If the technology is cutting-edge, requiring an intermediate RtP step between prototyping and real-world testing, user requirement analysis can happen then; user needs should be captured before the technology is taken to the site. The ultimate goal of this exercise is for the technology to make an impact in the industry. As Erdogan et al. (2010) argue, this is needed to increase the ability of organisations to adapt and improve upon current processes by adopting new technology.

User acceptance testing

After the technology is implemented and trialled in the industry, it is important to test whether the system meets the objectives and expectations of users. People transformation, managing change and fostering innovation, especially in the construction industry, which lags in technology adoption, can be very challenging. The social aspects of technology adoption in the construction industry have been studied by some researchers (Xu et al., 2014; Levis et al., 2005; Cao et al., 2015). Some studies reviewed attempts to validate technology adoption by the users (Lee et al., 2012; Jaselskis and Misalami, 2003).
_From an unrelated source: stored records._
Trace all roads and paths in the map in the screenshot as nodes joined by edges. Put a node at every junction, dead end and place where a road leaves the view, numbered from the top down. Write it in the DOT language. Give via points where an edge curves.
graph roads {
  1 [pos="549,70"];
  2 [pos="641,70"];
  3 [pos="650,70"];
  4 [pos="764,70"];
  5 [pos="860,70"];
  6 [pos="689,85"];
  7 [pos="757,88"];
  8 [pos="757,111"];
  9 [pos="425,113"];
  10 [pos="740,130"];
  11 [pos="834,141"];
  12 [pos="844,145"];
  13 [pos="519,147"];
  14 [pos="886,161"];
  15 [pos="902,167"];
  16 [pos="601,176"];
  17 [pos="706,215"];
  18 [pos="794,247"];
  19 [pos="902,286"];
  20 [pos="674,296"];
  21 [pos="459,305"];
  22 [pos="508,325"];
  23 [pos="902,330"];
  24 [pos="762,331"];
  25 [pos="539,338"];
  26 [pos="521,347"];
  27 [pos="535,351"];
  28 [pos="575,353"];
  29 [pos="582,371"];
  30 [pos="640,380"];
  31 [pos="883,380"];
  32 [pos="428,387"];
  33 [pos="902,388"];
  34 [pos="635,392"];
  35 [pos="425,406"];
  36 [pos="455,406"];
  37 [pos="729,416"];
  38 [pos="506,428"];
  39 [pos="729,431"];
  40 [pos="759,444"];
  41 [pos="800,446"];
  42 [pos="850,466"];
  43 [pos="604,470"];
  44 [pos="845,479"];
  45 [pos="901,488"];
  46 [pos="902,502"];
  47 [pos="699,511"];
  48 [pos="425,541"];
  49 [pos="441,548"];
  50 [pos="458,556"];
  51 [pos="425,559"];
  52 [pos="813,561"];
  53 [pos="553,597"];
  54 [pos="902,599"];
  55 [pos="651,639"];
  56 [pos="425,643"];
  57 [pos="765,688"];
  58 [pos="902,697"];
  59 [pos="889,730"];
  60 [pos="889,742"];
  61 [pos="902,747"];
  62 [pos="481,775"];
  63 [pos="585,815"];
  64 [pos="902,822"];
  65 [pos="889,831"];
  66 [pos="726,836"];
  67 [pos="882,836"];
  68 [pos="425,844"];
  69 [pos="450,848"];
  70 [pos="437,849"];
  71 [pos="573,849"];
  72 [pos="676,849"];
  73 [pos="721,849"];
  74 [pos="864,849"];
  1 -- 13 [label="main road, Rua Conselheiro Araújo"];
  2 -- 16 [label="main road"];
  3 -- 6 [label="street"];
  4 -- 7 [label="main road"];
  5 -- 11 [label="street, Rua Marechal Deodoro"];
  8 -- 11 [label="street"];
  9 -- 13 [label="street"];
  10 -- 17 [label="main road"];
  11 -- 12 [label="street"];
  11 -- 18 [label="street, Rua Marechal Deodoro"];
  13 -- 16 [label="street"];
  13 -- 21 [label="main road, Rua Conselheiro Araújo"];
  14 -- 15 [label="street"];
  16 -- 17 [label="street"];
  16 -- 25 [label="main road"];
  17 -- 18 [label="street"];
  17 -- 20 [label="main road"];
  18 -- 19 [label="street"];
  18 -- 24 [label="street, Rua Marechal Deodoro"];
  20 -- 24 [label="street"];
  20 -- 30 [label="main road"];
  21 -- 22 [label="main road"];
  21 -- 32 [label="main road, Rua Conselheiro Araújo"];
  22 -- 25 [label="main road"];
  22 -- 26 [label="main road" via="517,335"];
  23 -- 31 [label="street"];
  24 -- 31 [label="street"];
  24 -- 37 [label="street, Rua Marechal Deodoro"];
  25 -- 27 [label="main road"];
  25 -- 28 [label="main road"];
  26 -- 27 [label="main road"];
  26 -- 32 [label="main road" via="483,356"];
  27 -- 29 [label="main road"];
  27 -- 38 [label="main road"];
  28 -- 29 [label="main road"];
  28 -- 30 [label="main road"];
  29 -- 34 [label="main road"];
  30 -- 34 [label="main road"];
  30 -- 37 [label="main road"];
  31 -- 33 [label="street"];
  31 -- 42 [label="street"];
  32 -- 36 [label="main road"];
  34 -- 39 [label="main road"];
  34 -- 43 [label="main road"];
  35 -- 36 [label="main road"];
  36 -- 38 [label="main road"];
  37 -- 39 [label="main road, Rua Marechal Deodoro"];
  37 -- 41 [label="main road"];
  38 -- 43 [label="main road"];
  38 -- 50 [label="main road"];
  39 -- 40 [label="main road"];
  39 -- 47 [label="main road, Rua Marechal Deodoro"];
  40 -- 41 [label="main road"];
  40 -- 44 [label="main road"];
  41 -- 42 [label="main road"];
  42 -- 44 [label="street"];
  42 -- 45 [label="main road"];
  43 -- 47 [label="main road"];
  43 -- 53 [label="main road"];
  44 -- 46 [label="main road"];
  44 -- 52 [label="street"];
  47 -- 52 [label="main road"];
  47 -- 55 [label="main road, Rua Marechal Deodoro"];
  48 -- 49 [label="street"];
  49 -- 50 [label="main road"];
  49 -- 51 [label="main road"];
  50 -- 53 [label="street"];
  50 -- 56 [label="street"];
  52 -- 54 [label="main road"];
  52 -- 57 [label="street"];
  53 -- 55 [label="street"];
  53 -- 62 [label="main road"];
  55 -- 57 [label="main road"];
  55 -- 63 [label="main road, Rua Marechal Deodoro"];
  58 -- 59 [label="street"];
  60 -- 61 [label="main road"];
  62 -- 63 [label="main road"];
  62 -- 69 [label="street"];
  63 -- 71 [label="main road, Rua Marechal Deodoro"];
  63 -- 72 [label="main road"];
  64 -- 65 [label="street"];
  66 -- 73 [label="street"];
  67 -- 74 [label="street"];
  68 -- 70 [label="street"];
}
Jiang et al. (2015) note that full automation of the proposed technology is not possible due to unpredicted circumstances on site, where a resident supervisor’s knowledge is critical. In another study on BIM, Xu et al. (2014) argue that improvement in the mode of thinking of adopters as well as potential adopters is the most important driver for wider adoption of BIM in the construction industry. In a similar study on BIM and AR, Wang et al. (2014) suggested that contractors should be actively encouraged to embrace AR technologies’ intended uses and capabilities or they could find themselves entrenched in their comfort zones long term. In addition, Erdogan et al. (2010) argue that the better use of ICT will, in turn, require better education. Lifelong education, as well as self-directed learning, will be key in this regard. Technology up-skilling is always a challenge, but this is an emerging need, particularly among sub-contractors. Up-skilling will, however, be of least concern for the technology-savvy workface in the coming digital era.

The role of government and industry in promoting wider adoption

Moore and Benbasat (1991) emphasise the significance of adoption being compulsory or voluntary and includes another dimension called “voluntariness of use” to the Rogers (1995) model. According to Moore and Benbasat (1991), the organisation’s freedom of choice to reject or adopt the technology depends heavily on the degree of compulsion involved. If there is a corporate policy regarding technology innovation either mandating or discouraging a particular innovation, such a policy takes the freedom of choice of rejection or adoption out of individuals’ hands. Supported by this theory, researchers have argued that innovation adoption in AEC industry (e.g. BIM) can be fostered by national and state-level policies (Manley and Mcfallan, 2006; Edirisinghe and London, 2015). In contrast, Loosemore’s (2015) research argues for industry-led rather than regulation-led innovation. Rewards (Gu and London, 2015) and subsidies (Singapore Government, 2015) are also considered as influential factors.

While the debate on the impact of policy on innovation is ongoing, there are examples of strong policies that mandated the use of technology in the construction industry (BIM policy in the UK and Singapore). A study on organisational motivation to adopt cloud computing by Marston et al. (2011) reported that compliance with regulations is an influential factor that can make firms reluctant to adopt technology. The lack of standards was reported to be a serious obstruction to decisions to adopt new technology for which the industry and academia both have a great deal of responsibility.